ScamDetect: Towards a Robust, Agnostic Framework to Uncover Threats in Smart Contracts

TL;DR

ScamDetect is a proposed platform-agnostic framework that uses advanced graph neural network analysis of control flow graphs to detect obfuscated smart contract threats, enhancing security in decentralized finance.

Contribution

It introduces a modular, scalable approach combining GNNs and CFG analysis to detect malicious smart contracts across different blockchain platforms.

Findings

Proposes a GNN-based method for obfuscated bytecode analysis.

Aims to generalize detection to multiple blockchain runtimes.

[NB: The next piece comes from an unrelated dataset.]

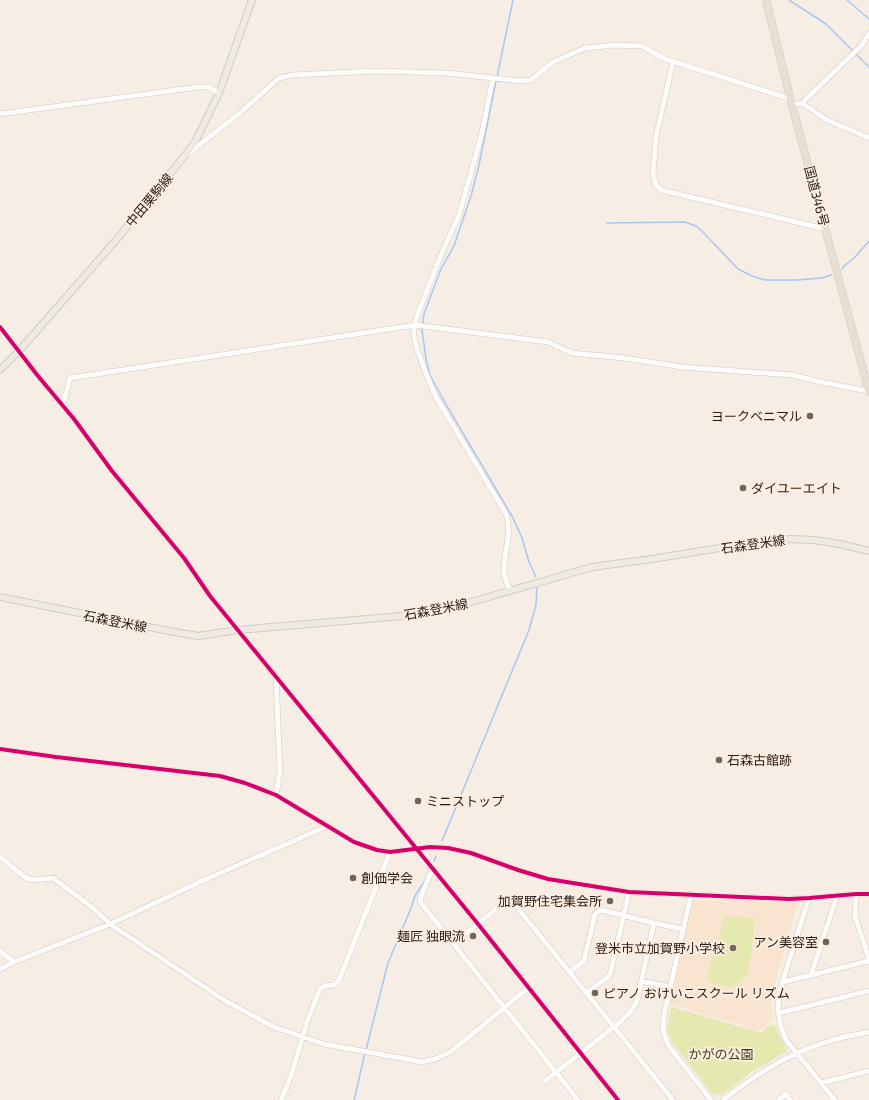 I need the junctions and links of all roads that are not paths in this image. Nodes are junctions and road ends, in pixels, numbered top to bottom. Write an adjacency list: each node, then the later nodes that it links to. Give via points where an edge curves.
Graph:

Envisions a proactive security framework for decentralized ecosystems.

Abstract

Smart contracts have transformed decentralized finance by enabling programmable, trustless transactions. However, their widespread adoption and growing financial significance have attracted persistent and sophisticated threats, such as phishing campaigns and contract-level exploits. Traditional transaction-based threat detection methods often expose sensitive user data and interactions, raising privacy and security concerns. In response, static bytecode analysis has emerged as a proactive mitigation strategy, identifying malicious contracts before they execute harmful actions. Building on this approach, we introduced PhishingHook, the first machine-learning-based framework for detecting phishing activities in smart contracts via static bytecode and opcode analysis, achieving approximately 90% detection accuracy. Nevertheless, two pressing challenges remain: (1) the increasing use of sophisticated bytecode obfuscation techniques designed to evade static analysis, and (2) the heterogeneity of blockchain environments requiring platform-agnostic solutions. This paper presents a vision for ScamDetect (Smart Contract Agnostic Malware Detector), a robust, modular, and platform-agnostic framework for smart contract malware detection. Over the next 2.5 years, ScamDetect will evolve in two stages: first, by tackling obfuscated Ethereum Virtual Machine (EVM) bytecode through graph neural network (GNN) analysis of control flow graphs (CFGs), leveraging GNNs' ability to capture complex structural patterns beyond opcode sequences; and second, by generalizing detection capabilities to emerging runtimes such as WASM. ScamDetect aims to enable proactive, scalable security for the future of decentralized ecosystems.